In the wake of last weekend’s tornado outbreak, several news agencies (LA Times, USA Today, and Detroit Free Press just to name a few) have written stories on the (exponential?) increase in the number of storm chasers on the roadways. It is not my intention to discuss the complaints of emergency managers and other local government officials. (That will have to be left for a future post.) Nor do I intend to discuss whether chasing is morally wrong and/or should it be outlawed. Instead, I want to stick to the all-too-often used storm chaser justification for chasing, “Storm chasers save lives.” I’ve seen this justification used in the numerous stories I’ve read this week. I’ve heard storm chasers complain about the “bad rap” they are getting; that people are focusing on the actions of a few and forgetting that “chasers save lives”.

Storm chasing really began to take off in the mid-1990s with the advent of the first Verification of the Origin of Rotation in Tornadoes Experiment (VORTEX) and the subsequent movie Twister. Since these two events, the number of people who identified themselves as chasers has been on the rise (at least according to my perceptions). In recent years, television shows on storm chasing, software such as GRLevel3, ThreatNet, and Spotter Network, as well as the increased cell-phone bandwidth, among many other things, has resulted in what I perceive as an almost exponential growth in the number of storm chasers. If these storm chasers really were chasing to “save lives” as many or most claim, I would hope to see some sort of reflection of this in the fatality counts from tornadoes. After all, more people out saving lives should result in more lives being saved.

Below is a figure courtesy of Dr. Harold Brooks. It shows the annual number of tornado fatalities in the United States in terms of deaths per million people. Examining tornado fatalities in this context attempts to account for the fact that the population is increasing, and thus there are more people susceptible to losing their life in a tornado.

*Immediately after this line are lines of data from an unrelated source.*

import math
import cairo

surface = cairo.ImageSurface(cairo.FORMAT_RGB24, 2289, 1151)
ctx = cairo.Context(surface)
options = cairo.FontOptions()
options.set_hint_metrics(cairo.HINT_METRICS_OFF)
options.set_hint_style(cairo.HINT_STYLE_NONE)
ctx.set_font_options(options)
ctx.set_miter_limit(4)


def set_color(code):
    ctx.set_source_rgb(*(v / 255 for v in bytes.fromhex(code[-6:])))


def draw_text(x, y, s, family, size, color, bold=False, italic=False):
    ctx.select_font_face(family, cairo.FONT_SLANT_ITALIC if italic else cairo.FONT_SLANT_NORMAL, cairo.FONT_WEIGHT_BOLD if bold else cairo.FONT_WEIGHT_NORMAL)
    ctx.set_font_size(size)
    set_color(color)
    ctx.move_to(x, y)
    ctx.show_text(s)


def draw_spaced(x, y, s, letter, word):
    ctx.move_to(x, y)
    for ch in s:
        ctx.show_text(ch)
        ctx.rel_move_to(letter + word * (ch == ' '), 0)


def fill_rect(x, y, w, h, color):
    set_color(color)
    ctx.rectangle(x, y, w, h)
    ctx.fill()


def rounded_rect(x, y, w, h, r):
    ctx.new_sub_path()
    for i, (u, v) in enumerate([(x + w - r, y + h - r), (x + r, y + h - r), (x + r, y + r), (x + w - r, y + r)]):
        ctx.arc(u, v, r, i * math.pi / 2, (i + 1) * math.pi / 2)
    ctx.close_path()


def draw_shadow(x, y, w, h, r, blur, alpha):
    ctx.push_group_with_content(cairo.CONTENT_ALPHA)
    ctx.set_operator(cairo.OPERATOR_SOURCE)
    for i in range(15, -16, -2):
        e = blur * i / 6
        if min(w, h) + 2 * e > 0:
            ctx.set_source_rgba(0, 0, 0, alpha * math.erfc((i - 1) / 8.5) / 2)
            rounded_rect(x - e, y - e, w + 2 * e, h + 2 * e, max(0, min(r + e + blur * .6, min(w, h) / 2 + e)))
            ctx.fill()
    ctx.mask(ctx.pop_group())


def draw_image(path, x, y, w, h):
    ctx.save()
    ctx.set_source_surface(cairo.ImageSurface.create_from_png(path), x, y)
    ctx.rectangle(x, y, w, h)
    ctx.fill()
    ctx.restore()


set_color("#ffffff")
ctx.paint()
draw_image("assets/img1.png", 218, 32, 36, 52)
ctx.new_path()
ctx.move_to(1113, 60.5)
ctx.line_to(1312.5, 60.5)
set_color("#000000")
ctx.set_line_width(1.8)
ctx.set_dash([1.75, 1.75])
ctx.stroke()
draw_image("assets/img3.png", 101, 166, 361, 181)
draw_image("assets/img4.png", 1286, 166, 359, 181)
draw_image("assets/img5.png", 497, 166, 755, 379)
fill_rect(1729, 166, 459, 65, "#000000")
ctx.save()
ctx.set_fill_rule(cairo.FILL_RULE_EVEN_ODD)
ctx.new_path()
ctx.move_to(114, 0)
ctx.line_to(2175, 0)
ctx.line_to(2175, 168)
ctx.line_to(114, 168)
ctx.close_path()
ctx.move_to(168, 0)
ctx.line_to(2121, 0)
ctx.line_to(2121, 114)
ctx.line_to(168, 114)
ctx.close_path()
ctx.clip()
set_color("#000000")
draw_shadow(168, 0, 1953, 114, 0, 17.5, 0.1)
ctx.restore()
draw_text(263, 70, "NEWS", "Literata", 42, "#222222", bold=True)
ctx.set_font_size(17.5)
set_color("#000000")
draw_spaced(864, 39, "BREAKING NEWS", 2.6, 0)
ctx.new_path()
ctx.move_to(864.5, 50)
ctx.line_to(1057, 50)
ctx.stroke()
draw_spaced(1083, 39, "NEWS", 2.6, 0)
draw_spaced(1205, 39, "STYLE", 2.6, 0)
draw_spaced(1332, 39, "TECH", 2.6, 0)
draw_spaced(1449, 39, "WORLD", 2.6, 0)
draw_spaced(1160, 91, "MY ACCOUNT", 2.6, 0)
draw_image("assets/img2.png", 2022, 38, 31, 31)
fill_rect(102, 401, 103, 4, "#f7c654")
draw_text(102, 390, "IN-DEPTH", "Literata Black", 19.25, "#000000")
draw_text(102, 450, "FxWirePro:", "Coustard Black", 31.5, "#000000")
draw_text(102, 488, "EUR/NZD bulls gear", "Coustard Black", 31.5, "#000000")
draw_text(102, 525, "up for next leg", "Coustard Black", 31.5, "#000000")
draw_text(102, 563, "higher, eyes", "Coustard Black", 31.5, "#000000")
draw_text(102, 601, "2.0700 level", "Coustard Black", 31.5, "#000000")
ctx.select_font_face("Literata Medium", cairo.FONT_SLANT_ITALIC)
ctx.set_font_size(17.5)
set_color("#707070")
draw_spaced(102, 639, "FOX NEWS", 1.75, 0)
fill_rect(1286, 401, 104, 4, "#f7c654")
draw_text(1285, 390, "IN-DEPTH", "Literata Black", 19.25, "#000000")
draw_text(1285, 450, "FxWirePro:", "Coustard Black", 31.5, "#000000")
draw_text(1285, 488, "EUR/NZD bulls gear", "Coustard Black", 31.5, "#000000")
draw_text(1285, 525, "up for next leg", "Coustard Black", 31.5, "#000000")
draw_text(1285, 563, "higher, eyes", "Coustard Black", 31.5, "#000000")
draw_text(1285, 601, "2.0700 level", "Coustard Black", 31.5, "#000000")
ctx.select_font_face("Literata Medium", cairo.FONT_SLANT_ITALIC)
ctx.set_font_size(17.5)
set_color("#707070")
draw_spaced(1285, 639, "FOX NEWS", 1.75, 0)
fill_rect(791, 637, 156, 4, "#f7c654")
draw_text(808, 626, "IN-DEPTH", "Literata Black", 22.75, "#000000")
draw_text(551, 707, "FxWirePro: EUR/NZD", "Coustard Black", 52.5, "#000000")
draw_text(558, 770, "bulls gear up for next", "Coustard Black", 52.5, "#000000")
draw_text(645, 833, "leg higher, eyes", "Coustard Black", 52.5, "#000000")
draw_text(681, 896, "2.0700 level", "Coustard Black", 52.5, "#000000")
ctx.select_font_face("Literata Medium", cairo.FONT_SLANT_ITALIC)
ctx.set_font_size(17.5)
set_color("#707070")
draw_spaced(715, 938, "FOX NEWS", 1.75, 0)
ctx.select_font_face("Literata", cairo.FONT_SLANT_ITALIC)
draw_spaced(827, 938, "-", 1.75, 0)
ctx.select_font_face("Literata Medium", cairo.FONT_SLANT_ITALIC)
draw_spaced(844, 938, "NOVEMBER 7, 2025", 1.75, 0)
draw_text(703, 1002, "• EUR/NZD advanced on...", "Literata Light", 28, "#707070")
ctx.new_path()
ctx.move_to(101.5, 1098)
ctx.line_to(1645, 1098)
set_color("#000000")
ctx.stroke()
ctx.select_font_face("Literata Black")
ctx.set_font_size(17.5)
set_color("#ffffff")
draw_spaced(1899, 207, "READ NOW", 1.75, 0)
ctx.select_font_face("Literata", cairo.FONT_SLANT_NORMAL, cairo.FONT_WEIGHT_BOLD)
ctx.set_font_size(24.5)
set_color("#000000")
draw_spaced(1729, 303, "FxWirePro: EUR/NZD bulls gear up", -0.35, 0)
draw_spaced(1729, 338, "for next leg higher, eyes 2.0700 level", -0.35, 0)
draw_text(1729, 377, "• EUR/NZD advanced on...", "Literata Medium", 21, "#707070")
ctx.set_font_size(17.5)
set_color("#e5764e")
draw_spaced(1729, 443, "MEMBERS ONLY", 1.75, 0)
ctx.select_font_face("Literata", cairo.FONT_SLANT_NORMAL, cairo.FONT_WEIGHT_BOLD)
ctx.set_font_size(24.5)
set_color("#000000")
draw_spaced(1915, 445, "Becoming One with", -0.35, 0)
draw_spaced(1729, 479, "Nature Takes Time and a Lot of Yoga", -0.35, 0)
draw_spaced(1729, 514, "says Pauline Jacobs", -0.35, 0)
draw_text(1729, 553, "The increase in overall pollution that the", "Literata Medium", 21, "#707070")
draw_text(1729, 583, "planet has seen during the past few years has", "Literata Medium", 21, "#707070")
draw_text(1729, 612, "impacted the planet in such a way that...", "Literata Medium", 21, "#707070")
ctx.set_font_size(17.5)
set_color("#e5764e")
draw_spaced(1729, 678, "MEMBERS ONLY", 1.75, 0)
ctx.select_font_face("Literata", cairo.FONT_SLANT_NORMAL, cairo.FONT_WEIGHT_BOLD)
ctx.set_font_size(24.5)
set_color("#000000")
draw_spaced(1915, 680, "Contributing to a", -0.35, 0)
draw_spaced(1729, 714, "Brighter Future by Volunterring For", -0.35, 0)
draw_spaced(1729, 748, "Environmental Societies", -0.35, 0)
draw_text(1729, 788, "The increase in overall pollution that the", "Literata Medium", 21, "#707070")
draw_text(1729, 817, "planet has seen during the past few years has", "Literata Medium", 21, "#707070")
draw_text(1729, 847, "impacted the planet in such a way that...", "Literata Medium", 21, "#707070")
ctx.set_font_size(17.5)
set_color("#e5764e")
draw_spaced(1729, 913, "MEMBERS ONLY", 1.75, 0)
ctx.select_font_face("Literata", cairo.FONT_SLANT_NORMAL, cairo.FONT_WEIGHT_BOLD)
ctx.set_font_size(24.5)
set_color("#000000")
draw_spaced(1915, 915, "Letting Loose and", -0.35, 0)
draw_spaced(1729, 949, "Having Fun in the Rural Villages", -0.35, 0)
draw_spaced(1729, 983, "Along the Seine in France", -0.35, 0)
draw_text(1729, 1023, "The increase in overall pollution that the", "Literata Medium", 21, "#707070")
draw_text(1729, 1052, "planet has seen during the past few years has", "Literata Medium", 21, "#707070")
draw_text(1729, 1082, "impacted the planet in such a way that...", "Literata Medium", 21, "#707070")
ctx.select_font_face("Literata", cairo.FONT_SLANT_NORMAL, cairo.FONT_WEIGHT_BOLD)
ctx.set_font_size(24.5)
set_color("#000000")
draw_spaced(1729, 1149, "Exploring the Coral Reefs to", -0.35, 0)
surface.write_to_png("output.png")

What should be very obvious is that from about 1950 through about 2000 the trend is decisively downward. However, since around 2000, the trend is approximately flat, meaning that the odds of dying from a tornado is roughly the same now as it was back in 2000. This figure is one of my absolute favorites as it contains a lot of information and leads to a lot of tough questions for the severe weather community. One question that is often asked is, why does the trend seem to flatten out in the 2000s? There could be a lot of reasons why this is, and we’ll leave those to another post. My point here is that with the explosion in the number of chasers, I would expect to see some reflection of this in the number of fatalities resulting from tornadoes. However, the data do not seem to suggest that storm chasers have had that much influence in saving lives.

“But, Patrick, storm chasers provide a valuable service to the National Weather Service by providing real-time information to aid in the warning process. You can’t use a single figure to negate all the contributions of chasers to the warning process!” Fair enough. If chasers do provide a significant impact in the warning process, we should see some reflection of their contributions in the various tornado and tornado warning metrics, so let’s take a look.

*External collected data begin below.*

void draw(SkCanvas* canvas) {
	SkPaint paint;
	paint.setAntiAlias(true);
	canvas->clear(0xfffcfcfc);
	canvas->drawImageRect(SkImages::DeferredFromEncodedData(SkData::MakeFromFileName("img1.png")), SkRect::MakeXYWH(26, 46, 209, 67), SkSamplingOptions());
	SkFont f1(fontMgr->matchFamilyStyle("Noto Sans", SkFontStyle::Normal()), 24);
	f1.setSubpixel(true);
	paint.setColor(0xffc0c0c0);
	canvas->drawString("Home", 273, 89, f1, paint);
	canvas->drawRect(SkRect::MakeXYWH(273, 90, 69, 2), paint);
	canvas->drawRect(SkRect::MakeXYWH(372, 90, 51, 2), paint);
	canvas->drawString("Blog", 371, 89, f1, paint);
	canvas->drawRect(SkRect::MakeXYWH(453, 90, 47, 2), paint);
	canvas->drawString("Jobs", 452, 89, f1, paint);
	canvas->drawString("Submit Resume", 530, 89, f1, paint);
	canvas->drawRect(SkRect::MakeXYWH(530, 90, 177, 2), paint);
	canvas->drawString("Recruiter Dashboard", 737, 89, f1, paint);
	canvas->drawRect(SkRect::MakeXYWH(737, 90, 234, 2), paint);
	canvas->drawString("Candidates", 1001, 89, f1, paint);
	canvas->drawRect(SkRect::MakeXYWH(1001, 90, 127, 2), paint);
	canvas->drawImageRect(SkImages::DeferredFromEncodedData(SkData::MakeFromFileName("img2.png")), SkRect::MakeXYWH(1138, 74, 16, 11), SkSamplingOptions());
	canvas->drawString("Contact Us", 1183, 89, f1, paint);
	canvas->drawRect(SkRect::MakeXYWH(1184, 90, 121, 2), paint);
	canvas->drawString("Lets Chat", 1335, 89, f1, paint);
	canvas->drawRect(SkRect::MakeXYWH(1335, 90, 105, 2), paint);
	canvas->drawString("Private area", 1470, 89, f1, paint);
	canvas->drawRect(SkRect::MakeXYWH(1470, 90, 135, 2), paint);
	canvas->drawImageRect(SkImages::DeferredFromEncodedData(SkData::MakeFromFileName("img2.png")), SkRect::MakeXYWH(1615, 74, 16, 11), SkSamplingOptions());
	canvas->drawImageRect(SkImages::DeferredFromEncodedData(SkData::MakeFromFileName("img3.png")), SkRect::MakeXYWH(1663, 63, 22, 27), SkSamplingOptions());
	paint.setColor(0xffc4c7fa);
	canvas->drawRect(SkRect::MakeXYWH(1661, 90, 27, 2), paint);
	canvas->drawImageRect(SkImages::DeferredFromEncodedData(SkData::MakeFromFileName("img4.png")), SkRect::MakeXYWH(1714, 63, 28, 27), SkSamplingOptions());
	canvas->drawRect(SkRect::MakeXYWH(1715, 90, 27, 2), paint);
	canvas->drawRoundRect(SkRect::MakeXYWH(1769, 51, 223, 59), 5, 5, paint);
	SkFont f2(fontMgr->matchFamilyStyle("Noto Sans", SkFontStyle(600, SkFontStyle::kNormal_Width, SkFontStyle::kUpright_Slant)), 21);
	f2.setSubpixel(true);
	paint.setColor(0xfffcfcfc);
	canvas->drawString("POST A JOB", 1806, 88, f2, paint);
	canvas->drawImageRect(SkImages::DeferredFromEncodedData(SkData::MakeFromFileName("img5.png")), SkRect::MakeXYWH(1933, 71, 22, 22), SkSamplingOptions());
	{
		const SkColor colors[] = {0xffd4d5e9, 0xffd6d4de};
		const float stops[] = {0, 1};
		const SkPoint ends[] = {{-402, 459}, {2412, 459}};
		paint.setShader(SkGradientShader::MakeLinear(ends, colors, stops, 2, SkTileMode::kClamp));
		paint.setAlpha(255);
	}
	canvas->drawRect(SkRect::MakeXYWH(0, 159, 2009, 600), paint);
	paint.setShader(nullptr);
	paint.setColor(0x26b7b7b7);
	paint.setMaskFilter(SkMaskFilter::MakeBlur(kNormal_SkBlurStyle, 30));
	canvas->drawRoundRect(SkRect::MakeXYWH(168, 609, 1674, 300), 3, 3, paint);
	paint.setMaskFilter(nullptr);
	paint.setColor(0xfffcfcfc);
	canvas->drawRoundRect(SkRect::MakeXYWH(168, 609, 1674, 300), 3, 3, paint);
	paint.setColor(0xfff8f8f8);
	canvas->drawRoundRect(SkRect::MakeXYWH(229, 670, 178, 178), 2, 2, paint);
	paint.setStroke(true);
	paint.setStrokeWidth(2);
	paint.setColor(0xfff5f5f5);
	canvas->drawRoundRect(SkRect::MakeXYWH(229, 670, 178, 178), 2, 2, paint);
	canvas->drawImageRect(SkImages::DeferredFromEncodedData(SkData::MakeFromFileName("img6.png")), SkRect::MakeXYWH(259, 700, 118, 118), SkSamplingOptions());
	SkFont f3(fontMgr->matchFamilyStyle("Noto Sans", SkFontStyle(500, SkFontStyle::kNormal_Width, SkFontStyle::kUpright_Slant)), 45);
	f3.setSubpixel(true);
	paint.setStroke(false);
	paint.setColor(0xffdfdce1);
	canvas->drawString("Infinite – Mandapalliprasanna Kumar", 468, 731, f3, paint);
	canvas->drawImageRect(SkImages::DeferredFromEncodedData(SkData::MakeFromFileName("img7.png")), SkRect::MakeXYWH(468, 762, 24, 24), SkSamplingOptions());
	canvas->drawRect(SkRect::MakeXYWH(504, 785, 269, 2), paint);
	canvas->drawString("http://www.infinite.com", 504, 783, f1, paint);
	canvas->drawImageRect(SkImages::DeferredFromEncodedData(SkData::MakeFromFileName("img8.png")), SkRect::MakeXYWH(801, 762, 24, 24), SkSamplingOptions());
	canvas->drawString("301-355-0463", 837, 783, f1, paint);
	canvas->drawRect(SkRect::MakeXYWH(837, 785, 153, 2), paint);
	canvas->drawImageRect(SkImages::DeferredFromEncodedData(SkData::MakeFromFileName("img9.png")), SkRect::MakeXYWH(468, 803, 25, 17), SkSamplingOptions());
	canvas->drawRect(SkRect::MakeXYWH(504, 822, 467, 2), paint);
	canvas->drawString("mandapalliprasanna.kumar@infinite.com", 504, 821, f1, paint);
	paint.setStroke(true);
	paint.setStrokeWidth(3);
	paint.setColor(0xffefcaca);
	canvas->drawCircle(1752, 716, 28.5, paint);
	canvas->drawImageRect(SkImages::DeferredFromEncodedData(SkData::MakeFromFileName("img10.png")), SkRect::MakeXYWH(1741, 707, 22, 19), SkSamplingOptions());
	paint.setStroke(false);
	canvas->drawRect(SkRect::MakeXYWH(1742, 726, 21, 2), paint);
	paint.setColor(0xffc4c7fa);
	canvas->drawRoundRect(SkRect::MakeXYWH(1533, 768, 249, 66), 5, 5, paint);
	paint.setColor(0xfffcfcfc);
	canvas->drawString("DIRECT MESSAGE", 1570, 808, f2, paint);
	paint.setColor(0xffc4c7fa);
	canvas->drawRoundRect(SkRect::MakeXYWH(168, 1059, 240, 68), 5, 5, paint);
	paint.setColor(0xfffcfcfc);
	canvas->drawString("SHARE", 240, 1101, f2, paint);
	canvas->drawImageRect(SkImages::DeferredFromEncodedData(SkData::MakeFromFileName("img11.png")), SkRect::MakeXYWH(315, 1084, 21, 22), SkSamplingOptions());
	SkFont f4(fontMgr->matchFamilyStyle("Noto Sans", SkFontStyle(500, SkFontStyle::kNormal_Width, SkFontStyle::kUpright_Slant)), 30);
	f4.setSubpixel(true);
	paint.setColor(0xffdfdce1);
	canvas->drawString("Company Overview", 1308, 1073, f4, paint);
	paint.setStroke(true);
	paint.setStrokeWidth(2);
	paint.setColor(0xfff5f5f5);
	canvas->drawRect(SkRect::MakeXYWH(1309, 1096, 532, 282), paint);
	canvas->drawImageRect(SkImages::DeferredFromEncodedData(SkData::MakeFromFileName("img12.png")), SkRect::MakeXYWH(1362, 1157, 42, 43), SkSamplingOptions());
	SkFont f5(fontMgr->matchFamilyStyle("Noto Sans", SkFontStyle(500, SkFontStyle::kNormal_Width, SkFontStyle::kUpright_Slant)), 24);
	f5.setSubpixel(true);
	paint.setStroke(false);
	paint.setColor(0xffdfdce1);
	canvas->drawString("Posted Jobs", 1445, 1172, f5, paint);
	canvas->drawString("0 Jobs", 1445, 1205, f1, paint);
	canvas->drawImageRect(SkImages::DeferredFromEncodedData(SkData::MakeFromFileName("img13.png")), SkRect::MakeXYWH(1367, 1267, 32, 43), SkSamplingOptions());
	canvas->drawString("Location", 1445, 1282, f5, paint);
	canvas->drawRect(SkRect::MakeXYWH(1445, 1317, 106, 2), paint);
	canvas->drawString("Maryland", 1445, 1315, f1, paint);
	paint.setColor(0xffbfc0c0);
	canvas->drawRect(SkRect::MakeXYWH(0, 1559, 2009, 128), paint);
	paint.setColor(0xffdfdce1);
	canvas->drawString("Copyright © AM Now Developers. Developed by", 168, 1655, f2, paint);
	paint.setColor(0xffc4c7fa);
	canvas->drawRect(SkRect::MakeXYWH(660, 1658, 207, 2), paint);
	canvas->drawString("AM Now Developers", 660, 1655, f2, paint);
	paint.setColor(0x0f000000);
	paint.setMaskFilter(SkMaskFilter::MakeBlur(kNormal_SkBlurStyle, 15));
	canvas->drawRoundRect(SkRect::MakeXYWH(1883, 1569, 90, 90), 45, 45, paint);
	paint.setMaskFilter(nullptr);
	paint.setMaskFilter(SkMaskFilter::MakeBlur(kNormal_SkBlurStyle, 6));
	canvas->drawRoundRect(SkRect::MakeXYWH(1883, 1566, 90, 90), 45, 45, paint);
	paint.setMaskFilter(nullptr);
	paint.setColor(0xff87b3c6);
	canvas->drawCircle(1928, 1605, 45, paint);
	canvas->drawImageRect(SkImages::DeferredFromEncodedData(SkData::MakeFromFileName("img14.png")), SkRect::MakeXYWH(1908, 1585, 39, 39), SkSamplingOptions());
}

Above is a figure that breaks down the number of reported tornadoes by year and by F/EF rating. As with the figure before it, there is a lot of information behind the data going into this figure, but we’ll leave that for another post as well. For the current purpose, you’ll notice that for the most part, most of the data have remained unchanged. The exception being the number of EF-0 tornadoes, and to a lesser extent the number of EF-1 tornadoes, dramatically increases starting around 1990. This increase coincides with the advent and widespread adoption of Doppler radars. With the increased information Doppler radar provided meteorologists, weaker tornadoes were more easily detected, and thus, the number of reported weaker tornadoes has increased. If chasers had a significant impact in the number of tornadoes observed, I would expect to see some sort of change to the trend-lines beginning in the mid-1990s as the increased number of chasers saw more of the tornadoes that meteorologists missed. The truth is, the impact of chasing is circumstantially less than the impact due to adoption of Doppler radar.

To illustrate this even further, lets consider the probability that a tornado will occur in a tornado warning probability that a tornado that is occurring has been or will be warned. (In verification parlance, this is known as Probability of Detection, or POD.) As the figure below indicates, the Probability of Detection has increased consistently, albeit slowly, since around 1990, which is roughly when the increase in weaker tornadoes began. Taking these two pieces of information together, it would suggest that the Probability of Detection has increased as a result of detecting the weaker (F/EF-0 and F/EF-1) tornadoes, and not the result of chasers making reports.

Considering the Probability of Detection aspect of the problem lead me to consider, well maybe chasers have an impact on the tornado warning lead time. With chasers calling in those “rotating wall cloud” reports, maybe the lead time has increased. The mean lead time for all tornado warnings is shown below.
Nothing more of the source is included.